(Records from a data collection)
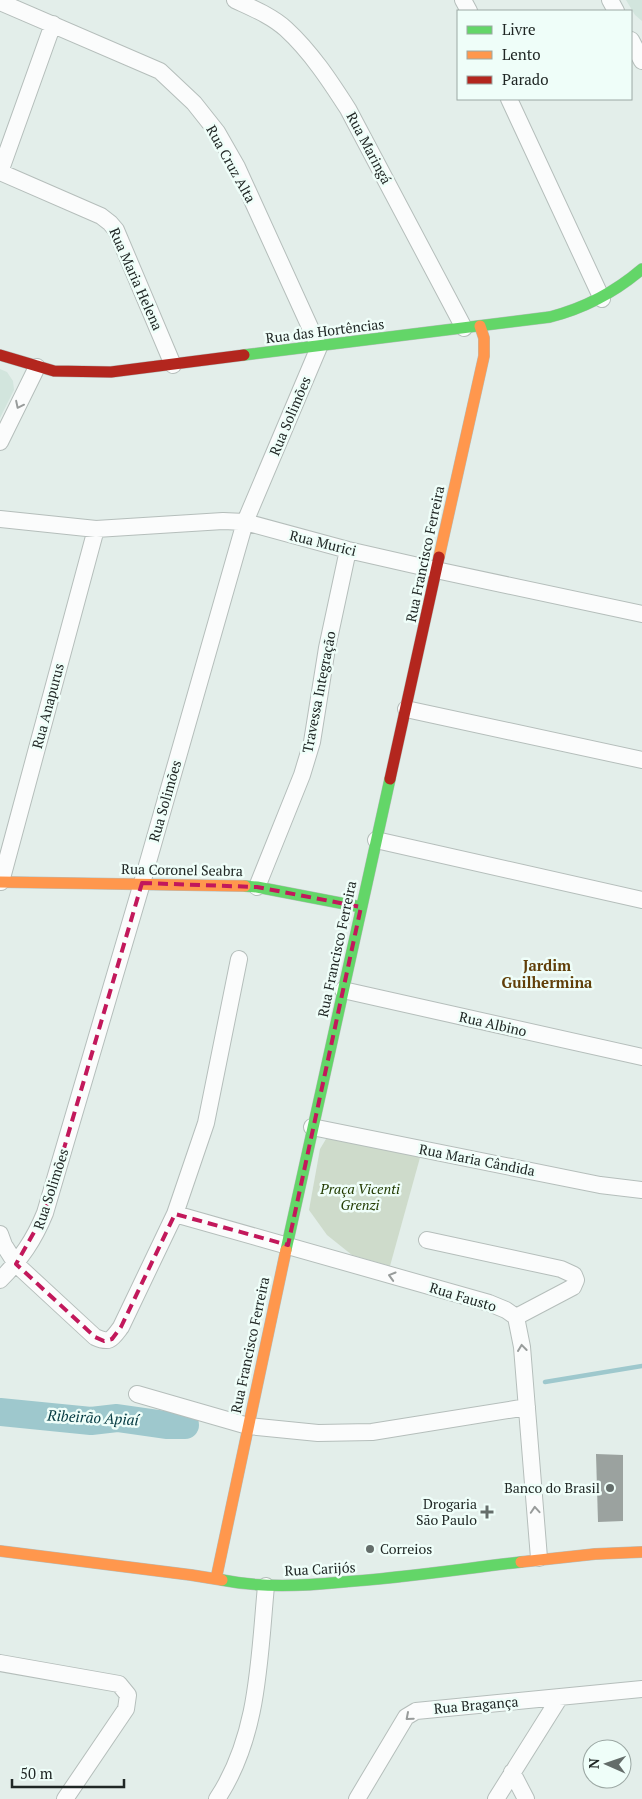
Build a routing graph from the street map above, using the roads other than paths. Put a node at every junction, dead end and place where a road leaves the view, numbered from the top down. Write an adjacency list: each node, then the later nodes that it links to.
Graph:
1 (235, 0): 10 (street, Rua Maringá)
2 (0, 2): 3 (street, Rua Cruz Alta)
3 (53, 24): 7 (street); 11 (street, Rua Cruz Alta)
4 (632, 42): 5 (street)
5 (642, 61)
6 (509, 100): 9 (street)
7 (0, 172): 13 (street, Rua Maria Helena)
8 (642, 269): 9 (street, Rua das Hortências)
9 (602, 300): 10 (street, Rua das Hortências)
10 (472, 327): 11 (street, Rua das Hortências); 20 (street, Rua Francisco Ferreira)
11 (319, 347): 13 (street, Rua das Hortências); 17 (street, Rua Solimões)
12 (0, 355): 14 (street, Rua das Hortências)
13 (173, 365): 14 (street, Rua das Hortências)
14 (37, 367): 15 (street, one-way to 15)
15 (0, 442)
16 (0, 520): 18 (street, Rua Murici)
17 (245, 522): 18 (street, Rua Murici); 19 (street, Rua Murici); 26 (street, Rua Solimões)
18 (96, 529): 25 (street, Rua Anapurus)
19 (348, 550): 20 (street, Rua Murici); 27 (street, Travessa Integração)
20 (436, 570): 21 (street, Rua Murici); 22 (street, Rua Francisco Ferreira)
21 (642, 614)
22 (406, 709): 23 (street); 24 (street, Rua Francisco Ferreira)
23 (642, 760)
24 (376, 840): 28 (street); 29 (street, Rua Francisco Ferreira)
25 (0, 882): 26 (street, Rua Coronel Seabra)
26 (142, 884): 27 (street, Rua Coronel Seabra); 39 (street, Rua Solimões)
27 (257, 887): 29 (street, Rua Coronel Seabra)
28 (642, 900)
29 (361, 907): 31 (street, Rua Francisco Ferreira)
30 (239, 959): 35 (street)
31 (343, 990): 32 (street, Rua Albino); 33 (street, Rua Francisco Ferreira)
32 (642, 1057)
33 (312, 1127): 34 (street, Rua Maria Cândida); 38 (street, Rua Francisco Ferreira)
34 (642, 1190)
35 (175, 1214): 38 (street, Rua Fausto); 39 (street)
36 (0, 1234): 39 (street)
37 (427, 1240): 41 (street)
38 (288, 1245): 41 (street, Rua Fausto, one-way to 38); 44 (street, Rua Francisco Ferreira)
39 (16, 1264): 40 (street, Rua Solimões)
40 (0, 1280)
41 (516, 1317): 43 (street, one-way to 41)
42 (137, 1394): 44 (street)
43 (527, 1407): 44 (street); 47 (street, one-way to 43)
44 (248, 1426): 48 (street, Rua Francisco Ferreira)
45 (0, 1551): 48 (street, Rua Carijós)
46 (642, 1552): 47 (street, Rua Carijós)
47 (539, 1558): 49 (street, Rua Carijós)
48 (216, 1579): 49 (street, Rua Carijós)
49 (266, 1586): 55 (street)
50 (0, 1663): 54 (street)
51 (642, 1689): 52 (street, Rua Bragança)
52 (560, 1697): 53 (street); 56 (street, Rua Bragança, one-way to 56)
53 (512, 1772): 57 (street); 58 (street)
54 (65, 1799)
55 (217, 1799)
56 (357, 1799)
57 (496, 1799)
58 (526, 1799)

▶ _TASK BRIEF_
All records, pictures excluded: copy them exactly.

▶ _RESPONSE AREA_
Build a routing graph from the street map above, using the roads other than paths. Put a node at every junction, dead end and place where a road leaves the view, numbered from the top down. Write an adjacency list: each node, then the later nodes that it links to.
Graph:
1 (235, 0): 10 (street, Rua Maringá)
2 (0, 2): 3 (street, Rua Cruz Alta)
3 (53, 24): 7 (street); 11 (street, Rua Cruz Alta)
4 (632, 42): 5 (street)
5 (642, 61)
6 (509, 100): 9 (street)
7 (0, 172): 13 (street, Rua Maria Helena)
8 (642, 269): 9 (street, Rua das Hortências)
9 (602, 300): 10 (street, Rua das Hortências)
10 (472, 327): 11 (street, Rua das Hortências); 20 (street, Rua Francisco Ferreira)
11 (319, 347): 13 (street, Rua das Hortências); 17 (street, Rua Solimões)
12 (0, 355): 14 (street, Rua das Hortências)
13 (173, 365): 14 (street, Rua das Hortências)
14 (37, 367): 15 (street, one-way to 15)
15 (0, 442)
16 (0, 520): 18 (street, Rua Murici)
17 (245, 522): 18 (street, Rua Murici); 19 (street, Rua Murici); 26 (street, Rua Solimões)
18 (96, 529): 25 (street, Rua Anapurus)
19 (348, 550): 20 (street, Rua Murici); 27 (street, Travessa Integração)
20 (436, 570): 21 (street, Rua Murici); 22 (street, Rua Francisco Ferreira)
21 (642, 614)
22 (406, 709): 23 (street); 24 (street, Rua Francisco Ferreira)
23 (642, 760)
24 (376, 840): 28 (street); 29 (street, Rua Francisco Ferreira)
25 (0, 882): 26 (street, Rua Coronel Seabra)
26 (142, 884): 27 (street, Rua Coronel Seabra); 39 (street, Rua Solimões)
27 (257, 887): 29 (street, Rua Coronel Seabra)
28 (642, 900)
29 (361, 907): 31 (street, Rua Francisco Ferreira)
30 (239, 959): 35 (street)
31 (343, 990): 32 (street, Rua Albino); 33 (street, Rua Francisco Ferreira)
32 (642, 1057)
33 (312, 1127): 34 (street, Rua Maria Cândida); 38 (street, Rua Francisco Ferreira)
34 (642, 1190)
35 (175, 1214): 38 (street, Rua Fausto); 39 (street)
36 (0, 1234): 39 (street)
37 (427, 1240): 41 (street)
38 (288, 1245): 41 (street, Rua Fausto, one-way to 38); 44 (street, Rua Francisco Ferreira)
39 (16, 1264): 40 (street, Rua Solimões)
40 (0, 1280)
41 (516, 1317): 43 (street, one-way to 41)
42 (137, 1394): 44 (street)
43 (527, 1407): 44 (street); 47 (street, one-way to 43)
44 (248, 1426): 48 (street, Rua Francisco Ferreira)
45 (0, 1551): 48 (street, Rua Carijós)
46 (642, 1552): 47 (street, Rua Carijós)
47 (539, 1558): 49 (street, Rua Carijós)
48 (216, 1579): 49 (street, Rua Carijós)
49 (266, 1586): 55 (street)
50 (0, 1663): 54 (street)
51 (642, 1689): 52 (street, Rua Bragança)
52 (560, 1697): 53 (street); 56 (street, Rua Bragança, one-way to 56)
53 (512, 1772): 57 (street); 58 (street)
54 (65, 1799)
55 (217, 1799)
56 (357, 1799)
57 (496, 1799)
58 (526, 1799)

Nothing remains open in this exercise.